**Assignment:**
Give the number of lines below that contain "East", with no other output.
----- Supplied data -----
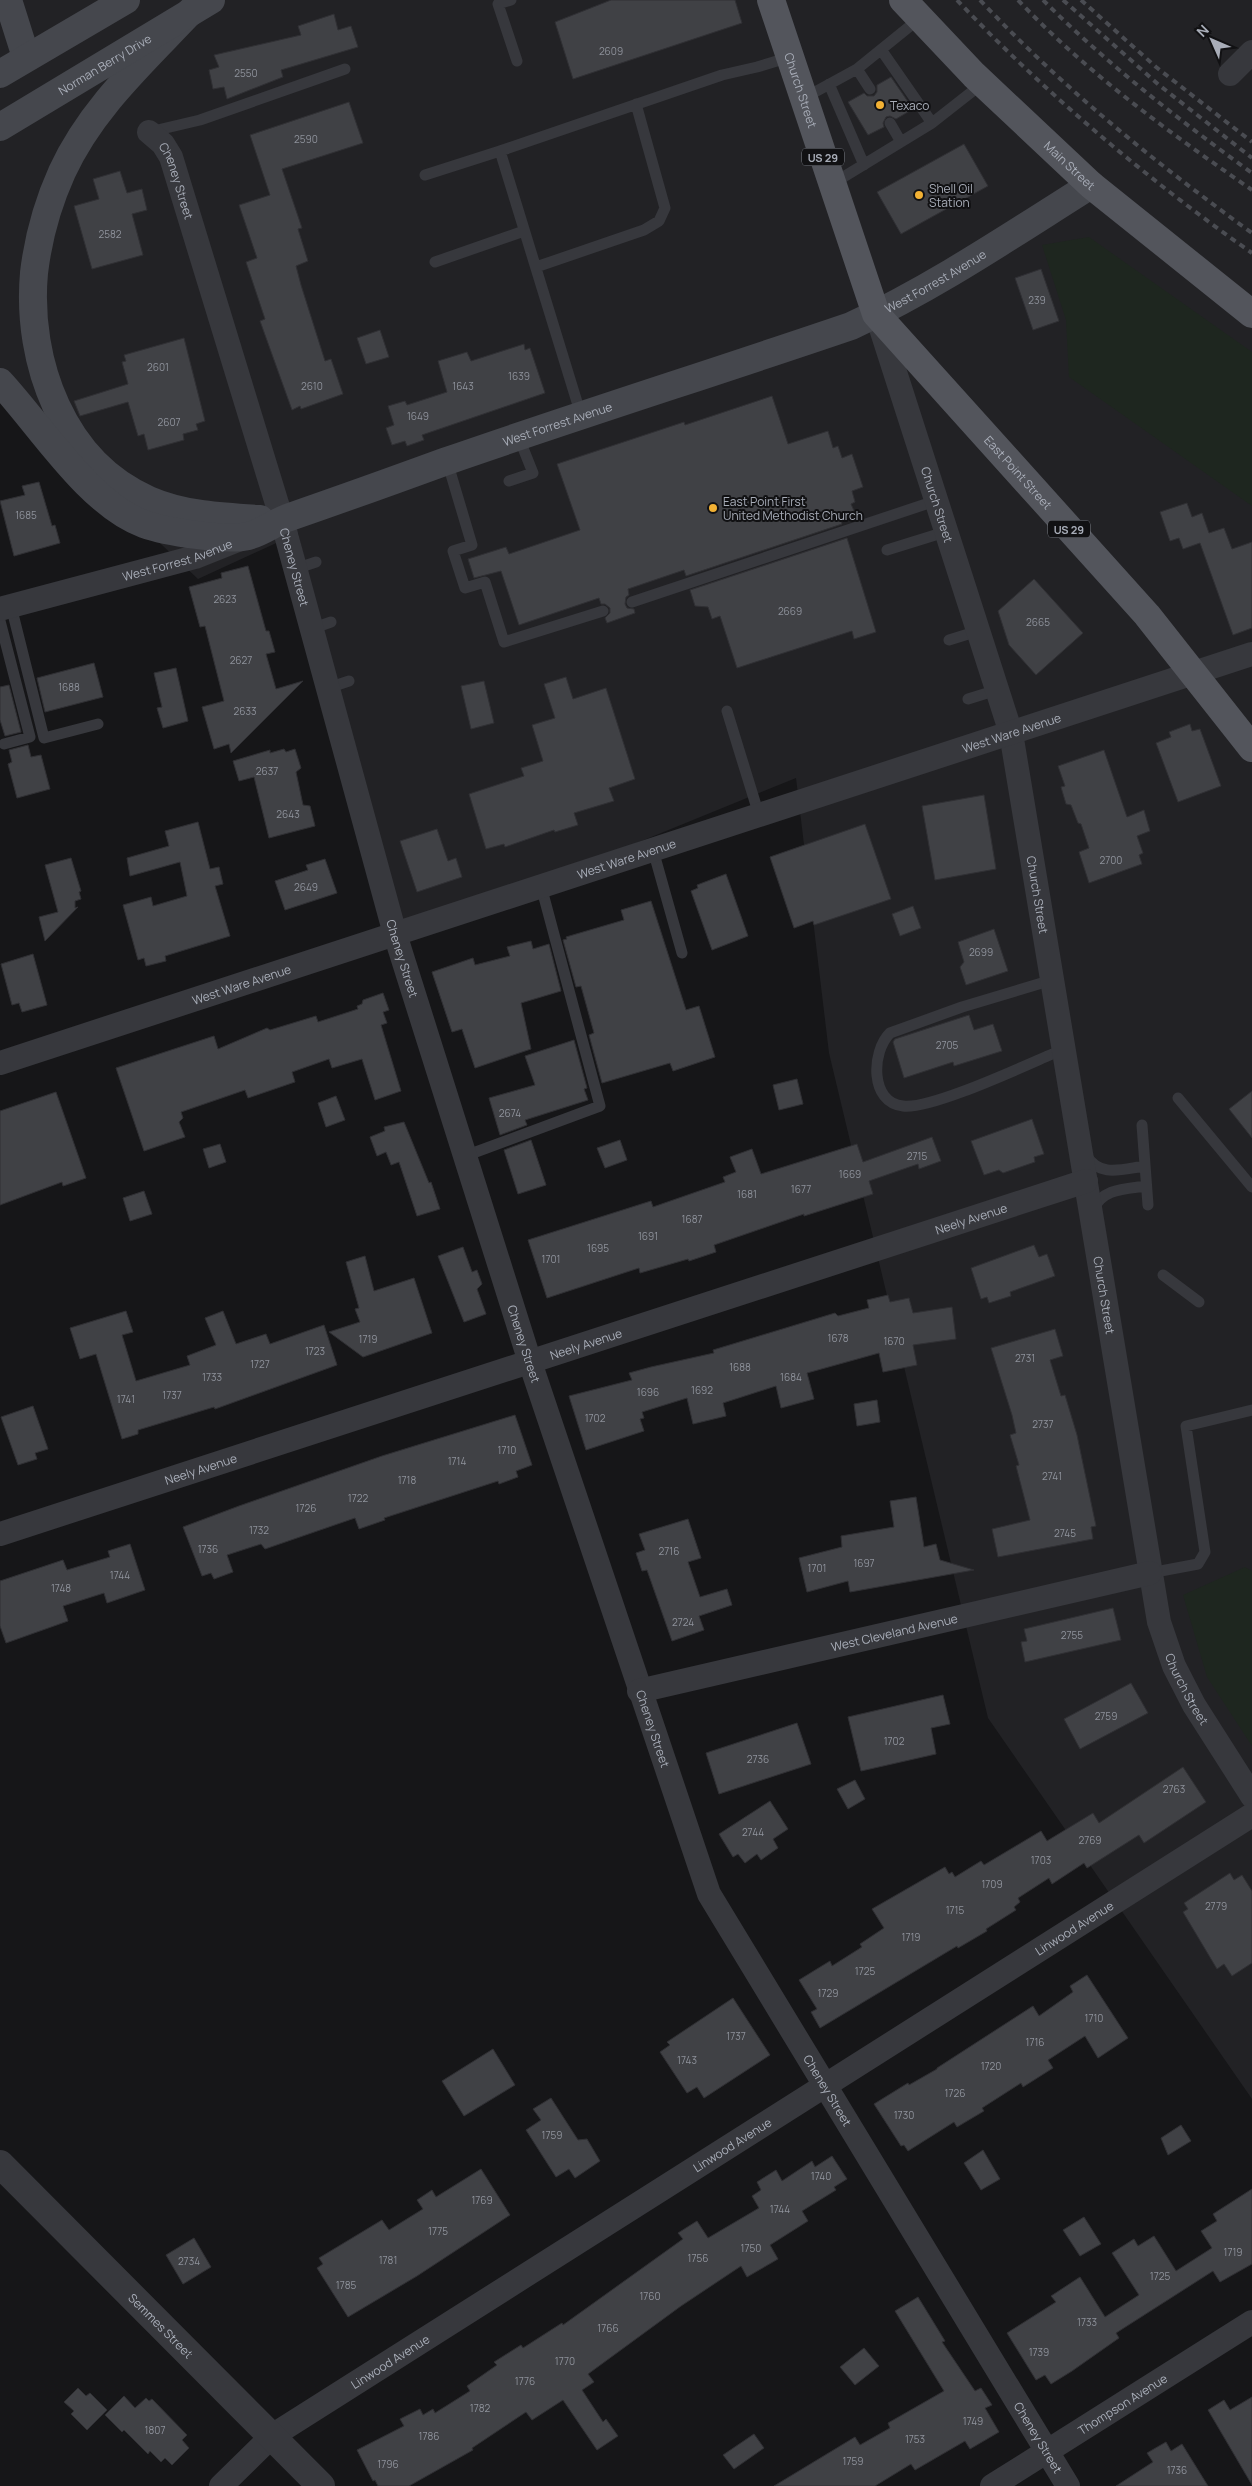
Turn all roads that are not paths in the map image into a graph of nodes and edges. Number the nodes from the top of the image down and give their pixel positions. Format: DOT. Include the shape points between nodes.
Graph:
graph roads {
  1 [pos="8,0"];
  2 [pos="126,0"];
  3 [pos="510,0"];
  4 [pos="774,3"];
  5 [pos="201,5"];
  6 [pos="911,9"];
  7 [pos="882,51"];
  8 [pos="1252,52"];
  9 [pos="26,57"];
  10 [pos="790,57"];
  11 [pos="517,61"];
  12 [pos="857,68"];
  13 [pos="344,69"];
  14 [pos="0,74"];
  15 [pos="1230,74"];
  16 [pos="983,83"];
  17 [pos="829,84"];
  18 [pos="870,89"];
  19 [pos="803,98"];
  20 [pos="636,104"];
  21 [pos="890,123"];
  22 [pos="932,123"];
  23 [pos="0,127"];
  24 [pos="149,132"];
  25 [pos="901,142"];
  26 [pos="500,152"];
  27 [pos="864,165"];
  28 [pos="425,175"];
  29 [pos="832,184"];
  30 [pos="1091,185"];
  31 [pos="524,231"];
  32 [pos="435,262"];
  33 [pos="536,267"];
  34 [pos="876,314"];
  35 [pos="1252,314"];
  36 [pos="0,382"];
  37 [pos="582,417"];
  38 [pos="519,438"];
  39 [pos="447,462"];
  40 [pos="509,481"];
  41 [pos="935,501"];
  42 [pos="282,520"];
  43 [pos="945,532"];
  44 [pos="248,536"];
  45 [pos="886,550"];
  46 [pos="632,602"];
  47 [pos="603,611"];
  48 [pos="4,612"];
  49 [pos="978,631"];
  50 [pos="949,640"];
  51 [pos="1252,654"];
  52 [pos="1192,674"];
  53 [pos="997,690"];
  54 [pos="968,699"];
  55 [pos="727,711"];
  56 [pos="98,724"];
  57 [pos="1011,733"];
  58 [pos="4,744"];
  59 [pos="1252,748"];
  60 [pos="759,815"];
  61 [pos="653,850"];
  62 [pos="541,886"];
  63 [pos="395,934"];
  64 [pos="682,953"];
  65 [pos="1052,980"];
  66 [pos="1064,1050"];
  67 [pos="0,1063"];
  68 [pos="1178,1098"];
  69 [pos="1142,1125"];
  70 [pos="1080,1145"];
  71 [pos="465,1156"];
  72 [pos="1144,1166"];
  73 [pos="1086,1181"];
  74 [pos="1146,1186"];
  75 [pos="1252,1187"];
  76 [pos="1148,1205"];
  77 [pos="1091,1214"];
  78 [pos="1162,1275"];
  79 [pos="1199,1302"];
  80 [pos="530,1362"];
  81 [pos="1252,1410"];
  82 [pos="1,1530"];
  83 [pos="1150,1573"];
  84 [pos="639,1691"];
  85 [pos="1252,1796"];
  86 [pos="1252,1815"];
  87 [pos="823,2085"];
  88 [pos="0,2164"];
  89 [pos="1252,2322"];
  90 [pos="272,2436"];
  91 [pos="1046,2452"];
  92 [pos="221,2486"];
  93 [pos="321,2486"];
  94 [pos="992,2486"];
  95 [pos="1068,2486"];
  1 -- 9 [label="main road"];
  2 -- 9 [label="main road"];
  3 -- 11 [label="lane" via="498,4"];
  4 -- 10 [label="main road, Church Street / US 29"];
  5 -- 23 [label="main road, Norman Berry Drive"];
  5 -- 42 [label="main road" via="110,98 78,142 63,171 50,202 34,274 39,354 52,399 66,425 90,460 117,483 167,507 226,517"];
  6 -- 7 [label="lane"];
  6 -- 16 [label="main road, Main Street"];
  7 -- 12 [label="lane"];
  7 -- 22 [label="lane"];
  8 -- 15 [label="street"];
  9 -- 14 [label="main road"];
  10 -- 19 [label="main road, Church Street / US 29"];
  10 -- 20 [label="lane" via="722,75"];
  12 -- 17 [label="lane"];
  12 -- 18 [label="lane"];
  13 -- 24 [label="lane" via="200,120"];
  16 -- 22 [label="lane"];
  16 -- 30 [label="main road, Main Street"];
  17 -- 19 [label="lane"];
  17 -- 27 [label="lane"];
  19 -- 29 [label="main road, Church Street / US 29"];
  20 -- 26 [label="lane"];
  20 -- 33 [label="lane" via="665,208 658,221 644,230"];
  21 -- 25 [label="lane"];
  22 -- 25 [label="lane"];
  24 -- 42 [label="street, Cheney Street" via="163,144 171,157"];
  25 -- 27 [label="lane"];
  26 -- 28 [label="lane"];
  26 -- 31 [label="lane"];
  27 -- 29 [label="lane"];
  29 -- 34 [label="main road, Church Street / US 29"];
  30 -- 34 [label="main road, West Forrest Avenue" via="986,251"];
  30 -- 35 [label="main road, Main Street"];
  31 -- 32 [label="lane"];
  31 -- 33 [label="lane"];
  33 -- 37 [label="lane"];
  34 -- 37 [label="main road, West Forrest Avenue" via="851,326"];
  34 -- 41 [label="street, Church Street"];
  34 -- 52 [label="main road, East Point Street / US 29" via="1147,615"];
  36 -- 44 [label="main road" via="77,474 123,513 142,524 163,530"];
  37 -- 38 [label="main road, West Forrest Avenue"];
  38 -- 39 [label="main road, West Forrest Avenue"];
  38 -- 40 [label="lane" via="533,473"];
  39 -- 42 [label="main road, West Forrest Avenue"];
  39 -- 47 [label="lane" via="472,545 453,551 465,588 485,582 504,642"];
  41 -- 43 [label="street, Church Street"];
  41 -- 46 [label="lane"];
  42 -- 44 [label="main road, West Forrest Avenue"];
  42 -- 63 [label="street, Cheney Street" via="305,566 338,685"];
  43 -- 45 [label="lane"];
  43 -- 49 [label="street, Church Street"];
  44 -- 48 [label="street, West Forrest Avenue" via="195,557"];
  48 -- 56 [label="lane" via="44,738"];
  48 -- 58 [label="lane" via="30,737"];
  49 -- 50 [label="lane"];
  49 -- 53 [label="street, Church Street"];
  51 -- 52 [label="street, West Ware Avenue"];
  52 -- 57 [label="street, West Ware Avenue"];
  52 -- 59 [label="main road, East Point Street / US 29"];
  53 -- 54 [label="lane"];
  53 -- 57 [label="street, Church Street"];
  55 -- 60 [label="lane"];
  57 -- 60 [label="street, West Ware Avenue"];
  57 -- 65 [label="street, Church Street"];
  60 -- 61 [label="street, West Ware Avenue"];
  61 -- 62 [label="street, West Ware Avenue"];
  61 -- 64 [label="lane"];
  62 -- 63 [label="street, West Ware Avenue"];
  62 -- 71 [label="lane" via="600,1106"];
  63 -- 67 [label="street, West Ware Avenue"];
  63 -- 71 [label="street, Cheney Street"];
  65 -- 66 [label="street, Church Street"];
  65 -- 66 [label="lane" via="890,1033 878,1051 878,1083 885,1097 893,1104 905,1107 937,1100"];
  66 -- 70 [label="street, Church Street"];
  68 -- 75 [label="lane"];
  69 -- 72 [label="lane"];
  70 -- 72 [label="lane" via="1097,1167 1109,1172"];
  70 -- 73 [label="street, Church Street"];
  71 -- 80 [label="street, Cheney Street"];
  72 -- 74 [label="lane"];
  73 -- 77 [label="street, Church Street"];
  73 -- 80 [label="street, Neely Avenue"];
  74 -- 76 [label="lane"];
  74 -- 77 [label="lane" via="1111,1191 1095,1205"];
  77 -- 83 [label="street, Church Street"];
  78 -- 79 [label="lane"];
  80 -- 82 [label="street, Neely Avenue"];
  80 -- 84 [label="street, Cheney Street"];
  81 -- 83 [label="lane" via="1186,1426 1205,1552 1198,1564"];
  83 -- 84 [label="street, West Cleveland Avenue"];
  83 -- 85 [label="street, Church Street" via="1159,1622 1174,1666 1194,1705"];
  84 -- 87 [label="street, Cheney Street" via="709,1894"];
  86 -- 87 [label="street, Linwood Avenue"];
  87 -- 90 [label="street, Linwood Avenue"];
  87 -- 91 [label="street, Cheney Street"];
  88 -- 90 [label="street, Semmes Street"];
  89 -- 91 [label="street, Thompson Avenue"];
  90 -- 92 [label="street, Linwood Avenue"];
  90 -- 93 [label="street, Semmes Street"];
  91 -- 94 [label="street, Thompson Avenue"];
  91 -- 95 [label="street, Cheney Street"];
}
-----
**Solution to this exercise:**
2